In a statement to Epoch Times, Joel Salatin, regenerative farmer and co-owner of Polyface Farm, expressed concern about seed drift and patent infringement:
“One of the biggest concerns for gardeners is adulteration due to pollen drift. Seed companies often advise up to a mile of distance between varieties to maintain cultivar purity. If you are in an urban or suburban setting, and especially if you do not know all your neighbors or their activities, this kind of distance would be virtually impossible to guarantee. Suddenly you have a being in your garden that you don’t want. And the way courts have ruled, if the cultivar patent owner finds one of your tomatoes with adulterated DNA, you can be liable for patent infringement. What a mess.”
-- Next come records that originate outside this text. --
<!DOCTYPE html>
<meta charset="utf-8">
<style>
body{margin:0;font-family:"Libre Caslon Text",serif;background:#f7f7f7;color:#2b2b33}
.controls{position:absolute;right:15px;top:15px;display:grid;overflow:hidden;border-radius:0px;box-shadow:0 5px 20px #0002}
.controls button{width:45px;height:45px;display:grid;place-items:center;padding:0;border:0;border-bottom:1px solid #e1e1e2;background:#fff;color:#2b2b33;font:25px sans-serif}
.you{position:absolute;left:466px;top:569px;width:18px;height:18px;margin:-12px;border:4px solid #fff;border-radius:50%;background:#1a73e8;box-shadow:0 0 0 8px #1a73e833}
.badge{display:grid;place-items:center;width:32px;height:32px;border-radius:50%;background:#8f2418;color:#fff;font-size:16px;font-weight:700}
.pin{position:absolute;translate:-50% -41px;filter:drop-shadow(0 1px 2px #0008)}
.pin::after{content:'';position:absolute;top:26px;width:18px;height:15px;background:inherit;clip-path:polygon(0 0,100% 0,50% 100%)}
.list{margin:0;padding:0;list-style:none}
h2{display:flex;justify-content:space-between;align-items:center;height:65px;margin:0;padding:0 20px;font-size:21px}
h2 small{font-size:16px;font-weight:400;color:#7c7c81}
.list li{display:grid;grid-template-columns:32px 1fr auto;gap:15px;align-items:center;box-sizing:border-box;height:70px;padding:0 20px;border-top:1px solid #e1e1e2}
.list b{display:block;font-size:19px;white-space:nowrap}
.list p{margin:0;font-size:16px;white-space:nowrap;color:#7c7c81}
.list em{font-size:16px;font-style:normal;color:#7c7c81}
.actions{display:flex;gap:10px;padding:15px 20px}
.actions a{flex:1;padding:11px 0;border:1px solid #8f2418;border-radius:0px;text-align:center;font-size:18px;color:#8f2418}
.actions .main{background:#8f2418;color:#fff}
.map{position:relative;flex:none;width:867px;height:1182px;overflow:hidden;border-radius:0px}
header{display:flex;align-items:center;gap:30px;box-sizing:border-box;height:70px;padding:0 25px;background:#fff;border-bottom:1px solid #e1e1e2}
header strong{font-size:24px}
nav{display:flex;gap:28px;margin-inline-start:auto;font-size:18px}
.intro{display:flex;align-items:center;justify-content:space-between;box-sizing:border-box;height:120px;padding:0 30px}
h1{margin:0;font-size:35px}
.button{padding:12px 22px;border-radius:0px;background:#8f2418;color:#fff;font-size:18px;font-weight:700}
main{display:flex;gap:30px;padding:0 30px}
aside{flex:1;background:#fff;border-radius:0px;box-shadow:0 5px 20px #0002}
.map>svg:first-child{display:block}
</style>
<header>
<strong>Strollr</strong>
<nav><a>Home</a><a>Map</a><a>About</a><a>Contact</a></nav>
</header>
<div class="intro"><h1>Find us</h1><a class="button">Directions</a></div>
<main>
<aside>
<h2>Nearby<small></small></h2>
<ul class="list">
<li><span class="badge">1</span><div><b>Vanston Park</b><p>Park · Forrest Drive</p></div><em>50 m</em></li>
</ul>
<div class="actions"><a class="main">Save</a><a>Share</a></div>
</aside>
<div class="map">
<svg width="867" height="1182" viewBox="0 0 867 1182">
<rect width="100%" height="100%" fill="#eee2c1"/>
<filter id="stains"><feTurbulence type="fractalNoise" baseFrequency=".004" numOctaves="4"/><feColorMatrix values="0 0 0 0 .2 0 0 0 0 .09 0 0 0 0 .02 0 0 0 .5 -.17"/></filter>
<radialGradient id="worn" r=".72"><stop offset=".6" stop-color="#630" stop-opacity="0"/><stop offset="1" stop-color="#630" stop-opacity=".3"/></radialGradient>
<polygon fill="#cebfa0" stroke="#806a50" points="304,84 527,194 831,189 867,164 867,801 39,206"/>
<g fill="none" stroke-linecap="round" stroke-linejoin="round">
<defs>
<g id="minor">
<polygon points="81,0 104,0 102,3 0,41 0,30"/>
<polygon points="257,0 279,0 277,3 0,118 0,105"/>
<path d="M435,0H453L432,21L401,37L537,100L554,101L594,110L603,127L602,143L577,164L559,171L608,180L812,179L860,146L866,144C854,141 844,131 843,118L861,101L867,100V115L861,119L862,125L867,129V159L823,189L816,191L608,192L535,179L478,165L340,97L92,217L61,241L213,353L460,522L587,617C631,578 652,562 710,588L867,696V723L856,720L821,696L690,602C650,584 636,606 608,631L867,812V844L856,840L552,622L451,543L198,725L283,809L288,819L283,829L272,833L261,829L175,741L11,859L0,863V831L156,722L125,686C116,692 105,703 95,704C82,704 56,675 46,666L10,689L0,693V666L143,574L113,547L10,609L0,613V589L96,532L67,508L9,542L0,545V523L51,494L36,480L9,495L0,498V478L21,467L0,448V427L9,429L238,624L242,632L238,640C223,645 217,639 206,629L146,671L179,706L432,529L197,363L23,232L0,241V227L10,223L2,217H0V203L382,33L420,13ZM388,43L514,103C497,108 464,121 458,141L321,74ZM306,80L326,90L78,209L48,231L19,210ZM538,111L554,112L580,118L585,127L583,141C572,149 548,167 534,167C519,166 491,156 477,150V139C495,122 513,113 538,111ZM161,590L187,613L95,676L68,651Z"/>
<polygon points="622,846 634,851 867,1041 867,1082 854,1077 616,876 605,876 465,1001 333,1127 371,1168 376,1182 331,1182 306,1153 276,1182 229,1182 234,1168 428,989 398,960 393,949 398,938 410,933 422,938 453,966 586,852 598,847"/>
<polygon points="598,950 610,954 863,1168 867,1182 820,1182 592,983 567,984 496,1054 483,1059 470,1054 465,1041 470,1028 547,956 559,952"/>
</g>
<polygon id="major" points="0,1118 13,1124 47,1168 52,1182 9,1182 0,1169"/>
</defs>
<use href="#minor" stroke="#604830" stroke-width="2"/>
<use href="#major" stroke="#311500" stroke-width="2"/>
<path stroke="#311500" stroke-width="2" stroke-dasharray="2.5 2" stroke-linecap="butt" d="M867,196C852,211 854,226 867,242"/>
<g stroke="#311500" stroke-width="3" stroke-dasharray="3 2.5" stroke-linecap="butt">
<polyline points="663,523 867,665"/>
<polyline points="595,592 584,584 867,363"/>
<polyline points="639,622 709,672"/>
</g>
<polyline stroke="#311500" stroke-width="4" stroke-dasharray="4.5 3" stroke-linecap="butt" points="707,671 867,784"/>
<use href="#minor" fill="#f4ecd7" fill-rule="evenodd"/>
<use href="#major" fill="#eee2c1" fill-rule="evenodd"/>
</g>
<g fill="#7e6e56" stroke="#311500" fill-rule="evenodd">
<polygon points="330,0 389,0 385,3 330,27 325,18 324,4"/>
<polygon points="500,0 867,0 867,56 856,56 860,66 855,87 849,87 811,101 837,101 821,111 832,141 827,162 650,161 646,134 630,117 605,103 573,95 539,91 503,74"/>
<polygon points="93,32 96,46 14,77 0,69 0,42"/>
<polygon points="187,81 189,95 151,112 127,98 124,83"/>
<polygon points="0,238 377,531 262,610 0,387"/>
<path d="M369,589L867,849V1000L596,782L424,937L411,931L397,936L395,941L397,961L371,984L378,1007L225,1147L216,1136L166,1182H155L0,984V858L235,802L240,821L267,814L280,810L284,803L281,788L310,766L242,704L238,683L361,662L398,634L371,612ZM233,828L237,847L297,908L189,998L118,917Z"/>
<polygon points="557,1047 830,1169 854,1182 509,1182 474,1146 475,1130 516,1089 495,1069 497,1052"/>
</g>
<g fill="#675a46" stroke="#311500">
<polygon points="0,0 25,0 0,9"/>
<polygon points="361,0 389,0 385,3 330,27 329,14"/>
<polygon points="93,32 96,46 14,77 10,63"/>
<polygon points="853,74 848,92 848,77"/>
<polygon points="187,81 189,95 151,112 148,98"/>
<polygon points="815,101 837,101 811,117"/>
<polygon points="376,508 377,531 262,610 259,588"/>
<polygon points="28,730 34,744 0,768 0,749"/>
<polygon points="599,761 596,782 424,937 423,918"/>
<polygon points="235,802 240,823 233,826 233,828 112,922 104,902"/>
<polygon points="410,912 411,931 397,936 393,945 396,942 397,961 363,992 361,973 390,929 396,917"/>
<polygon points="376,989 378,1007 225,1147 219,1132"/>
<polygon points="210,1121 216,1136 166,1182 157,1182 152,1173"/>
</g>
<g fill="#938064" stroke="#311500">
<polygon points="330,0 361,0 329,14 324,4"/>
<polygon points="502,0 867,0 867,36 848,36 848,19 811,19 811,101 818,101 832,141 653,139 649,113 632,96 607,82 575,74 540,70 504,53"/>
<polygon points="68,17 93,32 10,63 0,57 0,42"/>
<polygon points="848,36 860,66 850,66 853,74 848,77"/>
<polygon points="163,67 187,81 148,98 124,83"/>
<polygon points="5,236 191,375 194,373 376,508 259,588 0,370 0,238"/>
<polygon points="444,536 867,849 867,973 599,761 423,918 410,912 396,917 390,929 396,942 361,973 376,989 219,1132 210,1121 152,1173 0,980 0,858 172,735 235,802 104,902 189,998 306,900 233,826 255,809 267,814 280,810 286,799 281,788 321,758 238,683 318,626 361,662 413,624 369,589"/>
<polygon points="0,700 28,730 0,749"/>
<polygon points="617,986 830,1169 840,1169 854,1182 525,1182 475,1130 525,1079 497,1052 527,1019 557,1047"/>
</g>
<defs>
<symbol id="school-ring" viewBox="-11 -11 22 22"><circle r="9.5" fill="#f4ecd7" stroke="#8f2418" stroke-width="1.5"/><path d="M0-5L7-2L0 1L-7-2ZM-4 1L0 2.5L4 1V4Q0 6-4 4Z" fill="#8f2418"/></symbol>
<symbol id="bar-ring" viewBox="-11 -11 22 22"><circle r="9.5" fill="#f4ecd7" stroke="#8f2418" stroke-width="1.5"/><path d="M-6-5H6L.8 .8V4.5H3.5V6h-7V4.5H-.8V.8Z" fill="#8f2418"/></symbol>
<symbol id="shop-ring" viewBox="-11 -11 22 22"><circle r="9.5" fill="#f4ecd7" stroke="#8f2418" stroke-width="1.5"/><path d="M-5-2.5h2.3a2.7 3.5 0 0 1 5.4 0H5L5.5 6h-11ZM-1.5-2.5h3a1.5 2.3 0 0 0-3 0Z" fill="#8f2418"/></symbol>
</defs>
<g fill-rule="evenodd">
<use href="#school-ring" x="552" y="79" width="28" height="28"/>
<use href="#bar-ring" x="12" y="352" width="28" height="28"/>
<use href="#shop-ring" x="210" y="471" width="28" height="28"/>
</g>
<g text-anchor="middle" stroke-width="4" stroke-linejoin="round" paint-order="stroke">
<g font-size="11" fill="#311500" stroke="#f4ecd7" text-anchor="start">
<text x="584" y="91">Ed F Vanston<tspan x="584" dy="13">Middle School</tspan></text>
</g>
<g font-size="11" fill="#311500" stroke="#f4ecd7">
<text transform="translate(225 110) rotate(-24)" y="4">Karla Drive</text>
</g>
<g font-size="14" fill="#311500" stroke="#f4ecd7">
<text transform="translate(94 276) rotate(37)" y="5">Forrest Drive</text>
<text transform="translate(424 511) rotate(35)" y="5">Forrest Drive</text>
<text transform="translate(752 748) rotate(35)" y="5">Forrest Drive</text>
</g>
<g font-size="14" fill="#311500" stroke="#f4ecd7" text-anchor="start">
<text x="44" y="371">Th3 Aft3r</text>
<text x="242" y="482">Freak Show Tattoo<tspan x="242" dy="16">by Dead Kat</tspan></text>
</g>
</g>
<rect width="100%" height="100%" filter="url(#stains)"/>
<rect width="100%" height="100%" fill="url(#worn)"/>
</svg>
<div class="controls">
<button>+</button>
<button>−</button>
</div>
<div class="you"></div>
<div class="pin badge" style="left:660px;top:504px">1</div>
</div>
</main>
Cathie Martin and her colleague Jonathan Jones from Norfolk Healthy Produce hold active and pending patents on methods to genetically engineer plants with higher antioxidant compounds, as well as the plants made using those methods.
Conclusion
The unveiling of the GM Purple Tomato represents a watershed moment in agricultural biotechnology as the first GM seed marketed to gardeners. Yet, amid the fervor and excitement, we must not lose sight of the complexities and uncertainties that accompany such innovation. Questions remain regarding its safety, efficacy, and long-term implications for human health and the environment.
As scientists, policymakers, and consumers navigate the complex terrain of GMOs, transparency, evidence-based decision-making, and public engagement are essential to fostering informed dialogue as we shape the future of agriculture and our food supply.